É quando a trama se preocupa em confundir, sendo que tal esforço nem ao menos era demandado, que a série tem seu ponto fraco exposto. Em parte do tempo o roteiro consegue de fato nos aguçar a curiosidade e despertar tensão, mas às custas de quê? Por vezes temos situações jogadas e mal solucionadas que, contudo, afetam o desenrolar da trama com o único objetivo de cumprir a artificial missão de entreter. Dá a impressão que o espectador pode ser manipulado ao bel-prazer do roteiro, como se não houvesse consequências.
Não dá pra negar que Ryan Murphy assume uma difícil missão aqui, quando se propõe a contar uma história que não tem desfecho. Mas é importante destacar que mesmo histórias com finais abertos podem ser bem sucedidas uma vez que a forma como acontecem os eventos às vezes é mais interessante do que a forma como eles terminam. Um exemplo de um ótimo filme com história sem desfecho é o longa que conta a história sobre a caçada ao famoso serial killer, Zodíaco.
Outro ponto que deve ser levantado é o fato de que a história real em si carece de elementos para sustentar uma série, mesmo que limitada, (talvez um longa se encaixasse melhor à proposta). Dessa forma, coube aos criadores rechearem a série com elementos fictícios e é claro que indavertidamente Ryan pesa a mão para o lado sobrenatural, sua marca registrada, o que nem sempre funciona na trama.
Em vez de incluir o sobrenatural, teria sido mais interessante explorar a vizinhança, assim como foi feito em alguns episódios que abordaram o passado dos antigos moradores da casa. Os peculiares vizinhos são pouquíssimo apresentados. Por mais que tenhamos o ponto de vista focal nos protagonistas, a presença da detetive particular Theodora, interpretada pela excelente Noma Dumezweni, poderia ser o gancho necessário para trazer mais à tona deles.

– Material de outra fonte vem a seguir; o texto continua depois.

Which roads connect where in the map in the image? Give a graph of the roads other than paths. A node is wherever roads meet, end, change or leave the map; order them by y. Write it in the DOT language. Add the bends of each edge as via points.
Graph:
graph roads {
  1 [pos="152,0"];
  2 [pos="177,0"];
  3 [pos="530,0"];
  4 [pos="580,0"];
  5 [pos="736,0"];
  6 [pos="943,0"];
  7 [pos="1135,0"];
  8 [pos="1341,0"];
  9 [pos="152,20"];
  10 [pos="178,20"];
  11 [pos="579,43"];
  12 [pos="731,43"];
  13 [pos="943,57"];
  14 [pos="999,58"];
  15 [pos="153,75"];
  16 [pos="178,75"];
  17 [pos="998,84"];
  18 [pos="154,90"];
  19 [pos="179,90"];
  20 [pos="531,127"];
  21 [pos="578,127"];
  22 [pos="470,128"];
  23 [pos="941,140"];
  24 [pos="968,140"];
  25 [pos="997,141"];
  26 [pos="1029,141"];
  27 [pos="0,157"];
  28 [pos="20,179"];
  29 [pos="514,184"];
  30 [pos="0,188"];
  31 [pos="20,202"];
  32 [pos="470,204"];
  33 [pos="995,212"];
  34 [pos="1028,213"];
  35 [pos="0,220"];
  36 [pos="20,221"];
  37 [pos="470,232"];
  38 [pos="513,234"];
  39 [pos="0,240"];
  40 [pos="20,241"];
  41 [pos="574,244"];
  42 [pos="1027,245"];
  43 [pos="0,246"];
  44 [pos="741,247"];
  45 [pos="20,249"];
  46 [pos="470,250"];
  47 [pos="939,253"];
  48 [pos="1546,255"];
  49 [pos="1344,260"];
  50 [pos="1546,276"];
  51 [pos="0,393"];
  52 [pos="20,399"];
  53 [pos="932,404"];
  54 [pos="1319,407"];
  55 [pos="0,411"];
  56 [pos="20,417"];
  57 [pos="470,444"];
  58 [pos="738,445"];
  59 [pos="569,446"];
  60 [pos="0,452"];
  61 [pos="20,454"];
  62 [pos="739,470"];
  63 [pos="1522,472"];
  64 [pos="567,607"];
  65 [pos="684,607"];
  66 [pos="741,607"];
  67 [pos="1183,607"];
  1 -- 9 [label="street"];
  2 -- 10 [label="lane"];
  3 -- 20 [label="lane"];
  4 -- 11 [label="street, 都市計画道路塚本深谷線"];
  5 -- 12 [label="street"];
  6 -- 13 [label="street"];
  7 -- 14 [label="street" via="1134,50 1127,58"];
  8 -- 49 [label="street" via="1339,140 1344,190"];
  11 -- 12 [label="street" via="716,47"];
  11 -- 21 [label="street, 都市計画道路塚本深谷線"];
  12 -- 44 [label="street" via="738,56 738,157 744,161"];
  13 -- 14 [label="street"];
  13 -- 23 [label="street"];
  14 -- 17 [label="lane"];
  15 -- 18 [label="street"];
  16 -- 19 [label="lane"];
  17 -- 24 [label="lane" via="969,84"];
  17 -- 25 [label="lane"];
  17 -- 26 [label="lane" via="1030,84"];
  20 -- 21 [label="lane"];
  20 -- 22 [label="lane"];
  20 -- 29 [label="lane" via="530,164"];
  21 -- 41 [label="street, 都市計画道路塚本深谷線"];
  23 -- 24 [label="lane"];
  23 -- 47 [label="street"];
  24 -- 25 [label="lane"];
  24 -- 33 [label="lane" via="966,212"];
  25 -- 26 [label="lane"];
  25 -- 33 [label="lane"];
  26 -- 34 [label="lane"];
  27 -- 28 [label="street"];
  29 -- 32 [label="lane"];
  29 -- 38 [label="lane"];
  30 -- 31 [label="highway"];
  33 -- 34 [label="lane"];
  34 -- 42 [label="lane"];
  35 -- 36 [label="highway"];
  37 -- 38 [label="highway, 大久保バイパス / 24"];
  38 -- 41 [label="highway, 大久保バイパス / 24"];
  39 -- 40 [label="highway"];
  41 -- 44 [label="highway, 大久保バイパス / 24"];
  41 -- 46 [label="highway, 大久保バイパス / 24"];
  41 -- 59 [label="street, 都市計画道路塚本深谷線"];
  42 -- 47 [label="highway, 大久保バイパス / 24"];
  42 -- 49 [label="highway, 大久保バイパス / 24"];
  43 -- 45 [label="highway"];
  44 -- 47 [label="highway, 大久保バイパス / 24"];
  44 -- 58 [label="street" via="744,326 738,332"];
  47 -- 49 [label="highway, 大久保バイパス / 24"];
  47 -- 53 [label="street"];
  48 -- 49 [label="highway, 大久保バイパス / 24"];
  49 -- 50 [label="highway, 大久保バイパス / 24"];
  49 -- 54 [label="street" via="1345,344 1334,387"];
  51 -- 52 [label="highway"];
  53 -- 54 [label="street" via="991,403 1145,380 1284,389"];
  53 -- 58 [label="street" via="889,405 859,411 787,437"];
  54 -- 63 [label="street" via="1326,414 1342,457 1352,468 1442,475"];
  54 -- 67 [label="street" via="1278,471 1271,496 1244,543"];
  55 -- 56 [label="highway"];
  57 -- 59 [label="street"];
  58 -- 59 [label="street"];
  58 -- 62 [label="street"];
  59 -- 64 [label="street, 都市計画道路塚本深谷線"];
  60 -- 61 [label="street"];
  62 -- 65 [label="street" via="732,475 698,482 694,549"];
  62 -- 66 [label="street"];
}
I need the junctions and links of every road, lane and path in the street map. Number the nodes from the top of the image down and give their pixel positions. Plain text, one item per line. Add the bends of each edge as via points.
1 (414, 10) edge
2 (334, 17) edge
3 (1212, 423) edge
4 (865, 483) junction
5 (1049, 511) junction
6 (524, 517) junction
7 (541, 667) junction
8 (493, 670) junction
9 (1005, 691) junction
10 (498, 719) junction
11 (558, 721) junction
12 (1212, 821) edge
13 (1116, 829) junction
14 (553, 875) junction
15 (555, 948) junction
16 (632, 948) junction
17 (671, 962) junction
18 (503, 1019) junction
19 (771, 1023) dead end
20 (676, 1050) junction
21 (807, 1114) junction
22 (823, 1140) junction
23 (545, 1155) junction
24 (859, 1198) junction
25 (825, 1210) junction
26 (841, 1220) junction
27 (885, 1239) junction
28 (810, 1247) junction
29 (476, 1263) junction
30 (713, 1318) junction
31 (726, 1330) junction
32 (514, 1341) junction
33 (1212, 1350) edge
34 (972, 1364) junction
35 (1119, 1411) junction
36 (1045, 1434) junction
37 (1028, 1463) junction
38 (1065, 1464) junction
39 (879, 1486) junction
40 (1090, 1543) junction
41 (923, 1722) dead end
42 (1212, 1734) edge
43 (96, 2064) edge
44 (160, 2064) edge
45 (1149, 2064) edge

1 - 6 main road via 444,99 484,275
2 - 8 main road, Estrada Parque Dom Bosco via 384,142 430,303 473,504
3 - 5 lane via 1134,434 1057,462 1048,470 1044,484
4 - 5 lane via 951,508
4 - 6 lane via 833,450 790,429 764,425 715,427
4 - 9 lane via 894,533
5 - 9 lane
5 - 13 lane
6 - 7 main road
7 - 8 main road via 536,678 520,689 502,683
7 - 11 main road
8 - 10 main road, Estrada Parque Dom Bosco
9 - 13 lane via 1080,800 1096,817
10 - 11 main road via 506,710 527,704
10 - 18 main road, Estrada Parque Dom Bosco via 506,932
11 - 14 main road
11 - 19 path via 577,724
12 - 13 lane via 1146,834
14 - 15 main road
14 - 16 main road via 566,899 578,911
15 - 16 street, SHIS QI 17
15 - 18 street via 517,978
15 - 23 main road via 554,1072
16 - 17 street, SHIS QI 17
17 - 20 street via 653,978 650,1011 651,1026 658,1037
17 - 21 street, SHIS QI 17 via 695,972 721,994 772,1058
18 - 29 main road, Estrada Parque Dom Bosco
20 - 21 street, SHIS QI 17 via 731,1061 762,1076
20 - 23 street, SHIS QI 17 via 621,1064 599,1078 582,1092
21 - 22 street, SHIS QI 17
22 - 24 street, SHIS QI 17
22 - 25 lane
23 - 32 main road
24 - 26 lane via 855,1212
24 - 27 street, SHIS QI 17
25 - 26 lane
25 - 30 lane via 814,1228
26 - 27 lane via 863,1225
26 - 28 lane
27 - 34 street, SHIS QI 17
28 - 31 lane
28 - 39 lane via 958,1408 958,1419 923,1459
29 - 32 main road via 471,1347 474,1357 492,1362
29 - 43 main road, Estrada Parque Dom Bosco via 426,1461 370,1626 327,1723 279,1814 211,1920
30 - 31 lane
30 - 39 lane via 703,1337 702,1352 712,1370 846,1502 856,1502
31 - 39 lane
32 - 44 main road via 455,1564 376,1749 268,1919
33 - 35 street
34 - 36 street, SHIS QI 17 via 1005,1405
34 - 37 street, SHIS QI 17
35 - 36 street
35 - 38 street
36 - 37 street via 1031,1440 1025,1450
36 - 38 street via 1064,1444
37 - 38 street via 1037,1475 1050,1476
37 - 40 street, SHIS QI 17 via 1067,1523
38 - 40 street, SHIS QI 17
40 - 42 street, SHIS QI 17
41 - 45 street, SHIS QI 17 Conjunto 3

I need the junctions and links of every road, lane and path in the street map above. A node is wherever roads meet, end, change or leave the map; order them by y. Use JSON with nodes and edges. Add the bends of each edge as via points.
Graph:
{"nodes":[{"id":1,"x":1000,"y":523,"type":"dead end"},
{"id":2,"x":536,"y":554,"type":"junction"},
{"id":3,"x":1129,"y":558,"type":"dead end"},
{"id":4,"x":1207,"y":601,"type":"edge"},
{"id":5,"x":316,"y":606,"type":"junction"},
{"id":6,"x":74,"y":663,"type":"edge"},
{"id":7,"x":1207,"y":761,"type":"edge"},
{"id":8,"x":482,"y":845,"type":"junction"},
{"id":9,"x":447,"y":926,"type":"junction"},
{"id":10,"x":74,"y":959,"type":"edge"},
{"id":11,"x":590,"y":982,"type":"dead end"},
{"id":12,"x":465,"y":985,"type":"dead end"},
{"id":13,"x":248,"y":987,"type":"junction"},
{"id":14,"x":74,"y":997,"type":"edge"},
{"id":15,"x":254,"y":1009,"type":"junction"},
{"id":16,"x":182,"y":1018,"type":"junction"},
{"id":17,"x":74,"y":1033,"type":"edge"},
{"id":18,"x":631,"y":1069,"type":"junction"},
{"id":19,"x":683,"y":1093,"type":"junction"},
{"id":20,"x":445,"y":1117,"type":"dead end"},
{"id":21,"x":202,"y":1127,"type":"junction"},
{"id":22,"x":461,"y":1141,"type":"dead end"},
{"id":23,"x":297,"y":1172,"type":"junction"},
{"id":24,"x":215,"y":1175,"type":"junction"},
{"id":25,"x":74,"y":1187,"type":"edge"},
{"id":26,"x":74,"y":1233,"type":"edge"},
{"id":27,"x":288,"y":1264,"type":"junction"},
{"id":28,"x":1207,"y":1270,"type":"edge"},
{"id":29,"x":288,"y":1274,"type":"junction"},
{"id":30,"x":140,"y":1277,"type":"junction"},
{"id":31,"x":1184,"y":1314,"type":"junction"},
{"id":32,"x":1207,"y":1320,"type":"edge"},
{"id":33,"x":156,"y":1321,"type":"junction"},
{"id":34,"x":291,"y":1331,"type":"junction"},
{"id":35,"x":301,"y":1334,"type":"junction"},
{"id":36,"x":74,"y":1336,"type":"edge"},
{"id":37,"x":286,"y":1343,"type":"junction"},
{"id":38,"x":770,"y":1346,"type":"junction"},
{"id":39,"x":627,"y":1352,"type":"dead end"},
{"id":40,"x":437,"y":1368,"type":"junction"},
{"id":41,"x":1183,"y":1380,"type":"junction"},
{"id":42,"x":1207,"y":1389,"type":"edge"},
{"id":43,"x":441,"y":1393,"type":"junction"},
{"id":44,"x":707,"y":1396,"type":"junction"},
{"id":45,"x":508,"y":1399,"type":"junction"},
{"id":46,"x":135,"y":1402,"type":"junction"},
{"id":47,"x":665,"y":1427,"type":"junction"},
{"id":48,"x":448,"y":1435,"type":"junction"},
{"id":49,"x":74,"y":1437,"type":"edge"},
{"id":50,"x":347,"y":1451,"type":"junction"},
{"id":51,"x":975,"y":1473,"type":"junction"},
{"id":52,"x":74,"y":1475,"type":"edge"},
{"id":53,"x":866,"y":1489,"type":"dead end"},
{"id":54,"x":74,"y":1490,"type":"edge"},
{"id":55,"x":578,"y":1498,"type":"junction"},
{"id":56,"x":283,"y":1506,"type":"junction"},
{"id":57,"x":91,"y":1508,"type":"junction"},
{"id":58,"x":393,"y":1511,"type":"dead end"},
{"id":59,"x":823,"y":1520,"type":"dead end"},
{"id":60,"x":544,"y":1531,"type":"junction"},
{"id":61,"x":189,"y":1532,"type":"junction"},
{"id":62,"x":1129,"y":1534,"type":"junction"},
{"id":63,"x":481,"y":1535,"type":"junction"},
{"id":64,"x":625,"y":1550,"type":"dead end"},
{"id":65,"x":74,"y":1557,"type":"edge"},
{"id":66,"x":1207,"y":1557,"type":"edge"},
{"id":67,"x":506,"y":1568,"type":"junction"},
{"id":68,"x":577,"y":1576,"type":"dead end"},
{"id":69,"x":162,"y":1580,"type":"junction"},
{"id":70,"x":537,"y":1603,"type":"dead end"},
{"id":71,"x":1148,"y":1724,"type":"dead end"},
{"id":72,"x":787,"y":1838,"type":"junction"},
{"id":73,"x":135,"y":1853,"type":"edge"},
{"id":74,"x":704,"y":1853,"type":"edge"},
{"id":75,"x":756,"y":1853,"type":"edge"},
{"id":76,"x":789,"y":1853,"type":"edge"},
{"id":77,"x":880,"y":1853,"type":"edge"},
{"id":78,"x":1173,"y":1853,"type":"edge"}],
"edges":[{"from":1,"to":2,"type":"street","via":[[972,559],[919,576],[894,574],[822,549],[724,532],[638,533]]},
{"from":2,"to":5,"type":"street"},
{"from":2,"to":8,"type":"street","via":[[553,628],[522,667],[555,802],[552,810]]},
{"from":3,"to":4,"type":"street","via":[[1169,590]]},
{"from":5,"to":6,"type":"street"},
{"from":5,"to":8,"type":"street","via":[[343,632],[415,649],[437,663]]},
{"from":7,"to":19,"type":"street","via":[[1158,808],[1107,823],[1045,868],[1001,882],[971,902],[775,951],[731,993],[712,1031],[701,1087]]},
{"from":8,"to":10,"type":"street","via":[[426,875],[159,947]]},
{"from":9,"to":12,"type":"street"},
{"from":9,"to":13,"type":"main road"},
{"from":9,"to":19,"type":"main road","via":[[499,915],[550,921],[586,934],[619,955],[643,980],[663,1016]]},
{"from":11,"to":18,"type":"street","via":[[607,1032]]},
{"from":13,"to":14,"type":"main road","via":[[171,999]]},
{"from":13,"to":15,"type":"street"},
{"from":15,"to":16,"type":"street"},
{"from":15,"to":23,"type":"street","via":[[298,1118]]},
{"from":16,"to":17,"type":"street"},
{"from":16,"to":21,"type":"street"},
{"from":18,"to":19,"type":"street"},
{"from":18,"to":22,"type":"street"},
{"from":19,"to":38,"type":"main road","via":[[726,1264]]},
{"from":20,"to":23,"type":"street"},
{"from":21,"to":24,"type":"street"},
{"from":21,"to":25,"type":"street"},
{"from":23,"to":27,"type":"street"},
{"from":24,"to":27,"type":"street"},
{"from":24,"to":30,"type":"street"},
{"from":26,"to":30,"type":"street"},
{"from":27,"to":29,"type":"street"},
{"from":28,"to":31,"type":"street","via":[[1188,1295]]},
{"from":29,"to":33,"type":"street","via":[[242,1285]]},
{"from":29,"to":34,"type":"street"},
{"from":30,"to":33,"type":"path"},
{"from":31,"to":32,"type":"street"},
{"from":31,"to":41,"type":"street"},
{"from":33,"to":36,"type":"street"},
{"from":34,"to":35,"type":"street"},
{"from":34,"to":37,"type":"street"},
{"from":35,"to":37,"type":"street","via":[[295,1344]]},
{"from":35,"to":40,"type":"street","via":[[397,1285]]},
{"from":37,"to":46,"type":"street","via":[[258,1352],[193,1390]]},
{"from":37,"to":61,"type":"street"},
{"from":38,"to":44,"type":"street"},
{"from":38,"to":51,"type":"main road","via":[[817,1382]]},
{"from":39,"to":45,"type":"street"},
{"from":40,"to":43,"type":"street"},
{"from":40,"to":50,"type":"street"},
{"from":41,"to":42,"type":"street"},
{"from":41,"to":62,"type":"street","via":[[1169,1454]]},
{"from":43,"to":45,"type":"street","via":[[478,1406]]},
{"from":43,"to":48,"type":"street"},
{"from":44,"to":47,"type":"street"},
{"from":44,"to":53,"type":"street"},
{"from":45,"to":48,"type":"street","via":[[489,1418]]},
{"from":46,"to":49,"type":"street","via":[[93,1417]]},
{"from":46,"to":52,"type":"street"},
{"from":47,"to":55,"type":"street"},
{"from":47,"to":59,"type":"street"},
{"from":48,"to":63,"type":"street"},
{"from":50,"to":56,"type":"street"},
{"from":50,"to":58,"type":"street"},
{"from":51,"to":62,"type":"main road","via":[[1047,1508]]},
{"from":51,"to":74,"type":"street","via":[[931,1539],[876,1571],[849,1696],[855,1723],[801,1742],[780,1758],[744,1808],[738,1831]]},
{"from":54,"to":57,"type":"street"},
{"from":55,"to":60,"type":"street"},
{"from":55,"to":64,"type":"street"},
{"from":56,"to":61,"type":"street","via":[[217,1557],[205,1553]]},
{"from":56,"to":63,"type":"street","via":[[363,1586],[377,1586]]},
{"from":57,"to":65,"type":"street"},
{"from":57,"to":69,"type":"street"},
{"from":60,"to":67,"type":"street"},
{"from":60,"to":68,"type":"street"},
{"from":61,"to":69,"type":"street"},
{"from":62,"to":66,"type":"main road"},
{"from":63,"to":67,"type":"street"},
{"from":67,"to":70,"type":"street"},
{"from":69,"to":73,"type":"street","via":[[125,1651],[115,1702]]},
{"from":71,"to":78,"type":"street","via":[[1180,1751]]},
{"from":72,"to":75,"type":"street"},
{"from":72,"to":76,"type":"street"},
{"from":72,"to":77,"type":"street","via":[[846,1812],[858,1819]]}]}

Naomi como sempre está ótima e imprime a tensão com precisão, bem como traz à tona os conflitos internos que a situação desencadeia na vida de sua personagem. Cannavale mostra bem a transição de personalidade de Dean, ainda que vez ou outra tenda ao caricato.
Quanto ao elenco coadjuvante, Jennifer Coolidge interpreta uma corretora que se parece muito com todos os seus outros papéis, embora ainda divirta. São Mia Farrow e Margo Martindale que impressionam com suas personagens Pearl e Mo, uma pena que tenham pouco tempo de tela.
Entre erros e acertos, temos uma minissérie interessante de se assistir, ainda que com falhas. A tentativa de reviravolta no fim é completamente desnecessária e previsível, tira o brilho do encerramento, mas não apaga o engajamento da proposta.
O recado, portanto, é dado. Segurança é um conceito complexo e, na verdade pouco tangível no mundo em que vivemos. O negócio imobiliário pode ser muito mais obscuro do que pensamos e está mais preocupado com dinheiro do que com pessoas.
De alguma forma, a fórmula de Murphy tende ao encantamento. Consegue prender e gerar tensão. No entanto, acende-se o sinal de alerta de que suas histórias caem no tendencioso.